Para empezar, quedaba proscrita no sólo la ostentación, sino la mera exhibición en los escaparates de los artículos del condumio. 'Ojos que no ven, estómago que no padece', era quizás el caritativo propósito. Recuerdo una apócrifa anécdota, referida a la ciudad de Soria: 'Sólo había una plaza, una sola casa de comidas en cuyo único escaparate campeaba una tortilla de patatas con el letrero de vendida'. Tal era nuestra nación a principios del siglo pasado y cualquier semejanza con la actualidad es inexacta.

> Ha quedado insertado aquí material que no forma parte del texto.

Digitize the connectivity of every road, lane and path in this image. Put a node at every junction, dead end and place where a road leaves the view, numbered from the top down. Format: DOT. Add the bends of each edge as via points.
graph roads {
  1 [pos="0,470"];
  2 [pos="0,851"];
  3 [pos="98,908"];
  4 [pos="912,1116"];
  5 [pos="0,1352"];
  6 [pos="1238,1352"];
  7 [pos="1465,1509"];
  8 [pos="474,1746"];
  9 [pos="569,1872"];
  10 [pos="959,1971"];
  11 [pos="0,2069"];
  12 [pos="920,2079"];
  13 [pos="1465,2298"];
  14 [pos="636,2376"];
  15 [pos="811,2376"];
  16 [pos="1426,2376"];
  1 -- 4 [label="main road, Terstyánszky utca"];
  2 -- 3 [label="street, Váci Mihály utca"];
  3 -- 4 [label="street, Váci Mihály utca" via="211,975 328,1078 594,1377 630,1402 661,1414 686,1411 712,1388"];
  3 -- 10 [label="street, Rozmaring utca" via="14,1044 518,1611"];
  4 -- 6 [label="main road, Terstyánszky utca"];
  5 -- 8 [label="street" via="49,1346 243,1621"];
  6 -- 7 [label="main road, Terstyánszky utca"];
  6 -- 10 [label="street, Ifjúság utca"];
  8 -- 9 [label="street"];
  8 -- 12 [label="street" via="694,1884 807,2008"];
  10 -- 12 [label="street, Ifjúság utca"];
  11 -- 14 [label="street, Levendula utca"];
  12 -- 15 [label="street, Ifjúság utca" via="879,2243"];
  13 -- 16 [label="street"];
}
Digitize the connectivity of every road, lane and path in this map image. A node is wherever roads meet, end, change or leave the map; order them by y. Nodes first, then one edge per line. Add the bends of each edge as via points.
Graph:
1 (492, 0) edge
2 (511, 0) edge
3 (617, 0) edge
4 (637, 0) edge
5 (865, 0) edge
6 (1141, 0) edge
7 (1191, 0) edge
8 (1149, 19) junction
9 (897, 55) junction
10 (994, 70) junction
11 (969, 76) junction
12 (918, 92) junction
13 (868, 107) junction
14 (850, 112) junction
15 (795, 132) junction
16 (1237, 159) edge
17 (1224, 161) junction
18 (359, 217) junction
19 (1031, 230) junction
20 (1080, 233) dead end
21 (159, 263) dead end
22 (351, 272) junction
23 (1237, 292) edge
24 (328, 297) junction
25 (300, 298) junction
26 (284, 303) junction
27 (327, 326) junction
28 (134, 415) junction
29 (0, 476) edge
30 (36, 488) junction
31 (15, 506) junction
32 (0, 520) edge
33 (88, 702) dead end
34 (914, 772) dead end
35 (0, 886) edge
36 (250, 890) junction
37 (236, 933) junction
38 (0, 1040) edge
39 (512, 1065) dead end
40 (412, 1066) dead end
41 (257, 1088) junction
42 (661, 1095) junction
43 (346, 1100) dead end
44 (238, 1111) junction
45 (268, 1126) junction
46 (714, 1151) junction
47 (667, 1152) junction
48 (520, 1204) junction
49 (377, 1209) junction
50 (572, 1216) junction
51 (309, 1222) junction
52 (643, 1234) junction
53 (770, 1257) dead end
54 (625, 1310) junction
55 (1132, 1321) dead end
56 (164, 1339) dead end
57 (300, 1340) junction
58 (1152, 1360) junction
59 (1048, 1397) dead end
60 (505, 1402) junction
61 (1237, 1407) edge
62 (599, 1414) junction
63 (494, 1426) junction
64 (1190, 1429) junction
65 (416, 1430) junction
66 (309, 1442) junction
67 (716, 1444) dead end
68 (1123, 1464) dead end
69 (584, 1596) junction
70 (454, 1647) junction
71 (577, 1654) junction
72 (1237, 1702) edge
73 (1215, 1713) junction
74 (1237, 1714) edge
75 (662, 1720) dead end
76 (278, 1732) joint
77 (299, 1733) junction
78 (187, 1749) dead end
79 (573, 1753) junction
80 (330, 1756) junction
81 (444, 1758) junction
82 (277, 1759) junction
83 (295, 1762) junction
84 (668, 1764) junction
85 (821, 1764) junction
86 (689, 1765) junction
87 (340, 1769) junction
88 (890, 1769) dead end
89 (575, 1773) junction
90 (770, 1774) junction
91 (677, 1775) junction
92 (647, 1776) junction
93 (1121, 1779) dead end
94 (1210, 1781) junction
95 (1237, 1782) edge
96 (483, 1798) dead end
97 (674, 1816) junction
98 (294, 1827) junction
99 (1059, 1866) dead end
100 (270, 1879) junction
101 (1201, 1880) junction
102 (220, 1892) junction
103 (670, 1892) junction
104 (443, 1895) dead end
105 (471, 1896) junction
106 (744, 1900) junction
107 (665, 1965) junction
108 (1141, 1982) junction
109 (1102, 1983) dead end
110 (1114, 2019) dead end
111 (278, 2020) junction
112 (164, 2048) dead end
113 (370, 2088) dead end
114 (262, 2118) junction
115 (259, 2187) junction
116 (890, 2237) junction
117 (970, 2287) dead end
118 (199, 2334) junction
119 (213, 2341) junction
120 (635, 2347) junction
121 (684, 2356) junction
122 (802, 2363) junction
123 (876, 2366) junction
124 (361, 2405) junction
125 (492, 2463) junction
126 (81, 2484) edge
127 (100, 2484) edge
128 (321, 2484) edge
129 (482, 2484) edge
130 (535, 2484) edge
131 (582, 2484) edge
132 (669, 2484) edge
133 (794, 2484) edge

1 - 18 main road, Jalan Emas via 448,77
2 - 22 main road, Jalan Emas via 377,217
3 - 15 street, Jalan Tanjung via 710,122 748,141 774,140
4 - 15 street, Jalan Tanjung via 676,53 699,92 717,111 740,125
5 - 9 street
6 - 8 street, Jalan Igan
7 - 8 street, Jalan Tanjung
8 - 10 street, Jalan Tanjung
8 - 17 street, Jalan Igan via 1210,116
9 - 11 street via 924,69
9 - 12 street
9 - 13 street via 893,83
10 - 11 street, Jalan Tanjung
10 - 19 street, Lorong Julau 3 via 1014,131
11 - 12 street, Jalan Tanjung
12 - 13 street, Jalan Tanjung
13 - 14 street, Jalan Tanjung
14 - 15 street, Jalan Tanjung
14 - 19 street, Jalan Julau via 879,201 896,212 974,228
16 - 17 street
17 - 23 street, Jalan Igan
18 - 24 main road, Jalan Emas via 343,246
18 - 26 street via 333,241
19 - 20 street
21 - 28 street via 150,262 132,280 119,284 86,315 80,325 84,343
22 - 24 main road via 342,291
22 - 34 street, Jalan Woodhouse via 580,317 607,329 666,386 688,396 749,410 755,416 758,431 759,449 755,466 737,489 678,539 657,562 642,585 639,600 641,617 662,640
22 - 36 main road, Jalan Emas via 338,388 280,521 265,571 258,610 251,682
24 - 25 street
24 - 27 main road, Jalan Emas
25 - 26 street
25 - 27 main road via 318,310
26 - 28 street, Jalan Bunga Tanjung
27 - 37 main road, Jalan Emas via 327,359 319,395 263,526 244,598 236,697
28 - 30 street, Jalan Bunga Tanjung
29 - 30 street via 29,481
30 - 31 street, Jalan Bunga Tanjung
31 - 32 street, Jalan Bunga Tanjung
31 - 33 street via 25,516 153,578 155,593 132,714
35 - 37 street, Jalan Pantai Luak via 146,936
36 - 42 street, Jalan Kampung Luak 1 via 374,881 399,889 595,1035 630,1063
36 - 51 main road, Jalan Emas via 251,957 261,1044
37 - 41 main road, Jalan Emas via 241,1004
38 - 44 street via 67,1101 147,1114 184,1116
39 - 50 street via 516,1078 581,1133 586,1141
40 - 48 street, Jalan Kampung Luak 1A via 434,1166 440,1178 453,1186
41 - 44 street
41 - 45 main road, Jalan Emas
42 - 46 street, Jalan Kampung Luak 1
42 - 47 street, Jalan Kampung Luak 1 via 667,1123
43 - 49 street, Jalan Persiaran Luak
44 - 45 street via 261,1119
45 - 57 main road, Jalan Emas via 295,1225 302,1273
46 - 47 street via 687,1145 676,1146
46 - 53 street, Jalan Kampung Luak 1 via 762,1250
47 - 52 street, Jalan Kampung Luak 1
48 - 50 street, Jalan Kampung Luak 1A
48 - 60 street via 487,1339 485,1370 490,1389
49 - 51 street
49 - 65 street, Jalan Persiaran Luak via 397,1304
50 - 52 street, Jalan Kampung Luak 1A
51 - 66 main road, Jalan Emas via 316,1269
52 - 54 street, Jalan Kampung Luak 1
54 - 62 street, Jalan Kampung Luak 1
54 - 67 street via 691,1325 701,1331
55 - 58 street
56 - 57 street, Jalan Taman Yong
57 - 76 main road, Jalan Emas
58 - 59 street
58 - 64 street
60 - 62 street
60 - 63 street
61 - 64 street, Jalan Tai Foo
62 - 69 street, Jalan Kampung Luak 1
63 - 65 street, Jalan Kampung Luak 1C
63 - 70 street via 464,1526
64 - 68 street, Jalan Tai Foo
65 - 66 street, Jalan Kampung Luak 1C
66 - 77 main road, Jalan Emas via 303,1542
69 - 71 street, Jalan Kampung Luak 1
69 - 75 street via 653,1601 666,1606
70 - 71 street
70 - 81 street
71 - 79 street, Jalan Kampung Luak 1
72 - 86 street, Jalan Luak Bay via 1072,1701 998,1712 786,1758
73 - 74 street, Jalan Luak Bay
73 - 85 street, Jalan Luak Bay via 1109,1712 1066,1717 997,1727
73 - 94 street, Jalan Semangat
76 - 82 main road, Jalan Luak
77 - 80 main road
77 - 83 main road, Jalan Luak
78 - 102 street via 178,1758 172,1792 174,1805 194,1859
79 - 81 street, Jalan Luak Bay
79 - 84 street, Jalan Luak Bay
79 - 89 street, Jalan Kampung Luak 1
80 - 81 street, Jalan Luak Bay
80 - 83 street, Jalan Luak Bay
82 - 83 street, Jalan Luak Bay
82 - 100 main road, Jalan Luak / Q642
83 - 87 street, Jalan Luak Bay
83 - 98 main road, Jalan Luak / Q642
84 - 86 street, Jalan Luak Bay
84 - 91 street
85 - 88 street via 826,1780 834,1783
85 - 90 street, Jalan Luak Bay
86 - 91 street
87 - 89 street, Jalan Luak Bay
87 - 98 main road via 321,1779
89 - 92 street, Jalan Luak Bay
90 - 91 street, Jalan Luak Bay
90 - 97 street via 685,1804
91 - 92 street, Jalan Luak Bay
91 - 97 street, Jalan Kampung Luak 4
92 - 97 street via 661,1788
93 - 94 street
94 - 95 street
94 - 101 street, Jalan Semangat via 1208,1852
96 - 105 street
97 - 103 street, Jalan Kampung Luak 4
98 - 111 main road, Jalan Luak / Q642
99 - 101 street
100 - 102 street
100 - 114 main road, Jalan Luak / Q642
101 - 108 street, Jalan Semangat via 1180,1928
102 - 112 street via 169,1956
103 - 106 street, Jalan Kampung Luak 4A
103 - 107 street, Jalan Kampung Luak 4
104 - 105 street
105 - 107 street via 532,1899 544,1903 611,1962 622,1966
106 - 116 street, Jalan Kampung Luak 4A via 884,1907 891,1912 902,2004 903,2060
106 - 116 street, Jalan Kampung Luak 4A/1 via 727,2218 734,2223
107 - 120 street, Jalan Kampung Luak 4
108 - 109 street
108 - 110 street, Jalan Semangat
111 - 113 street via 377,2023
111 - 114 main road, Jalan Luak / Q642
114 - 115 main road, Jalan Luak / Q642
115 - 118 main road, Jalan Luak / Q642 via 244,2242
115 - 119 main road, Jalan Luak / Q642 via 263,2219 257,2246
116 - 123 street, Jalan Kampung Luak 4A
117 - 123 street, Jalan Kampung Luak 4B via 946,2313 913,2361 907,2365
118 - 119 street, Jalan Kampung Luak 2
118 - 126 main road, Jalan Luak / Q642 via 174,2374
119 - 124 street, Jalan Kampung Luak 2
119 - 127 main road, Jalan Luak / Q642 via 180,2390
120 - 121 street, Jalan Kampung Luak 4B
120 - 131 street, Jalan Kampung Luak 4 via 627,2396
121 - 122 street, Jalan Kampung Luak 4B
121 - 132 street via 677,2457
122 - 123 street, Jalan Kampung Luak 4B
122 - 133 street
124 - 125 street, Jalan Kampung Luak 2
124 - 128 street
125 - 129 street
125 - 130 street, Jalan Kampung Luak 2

El segundo apartado de referencia proscribía la fritura, cocido o asado de viandas a la vista del público. El tercero, servir carne en jornadas aparte de las previstas al efecto, que eran una o dos a la semana. Se consideraba la remota posibilidad de que no hubiera sido consumido el cupo, en cuyo caso procedía la autorización de que el excedente fuera servido en fecha posterior. No creo que sucediera nunca, se habría sabido. La dosis del huevo no pasaba de uno por persona y día, pero las autoridades hacían compatible su ingestión con las mayonesas, ensaladillas o postres, lo que indirectamente hace suponer que en tan remotas épocas se hacían con huevos, presuntamente de gallina, no de granja o de polvos con misteriosas sustancias patentadas. El pan de racionamiento tenía su origen en la maceración de almortas, boniatos y otras delicias, hasta esos momentos desconocidas, al menos en las grandes aglomeraciones urbanas.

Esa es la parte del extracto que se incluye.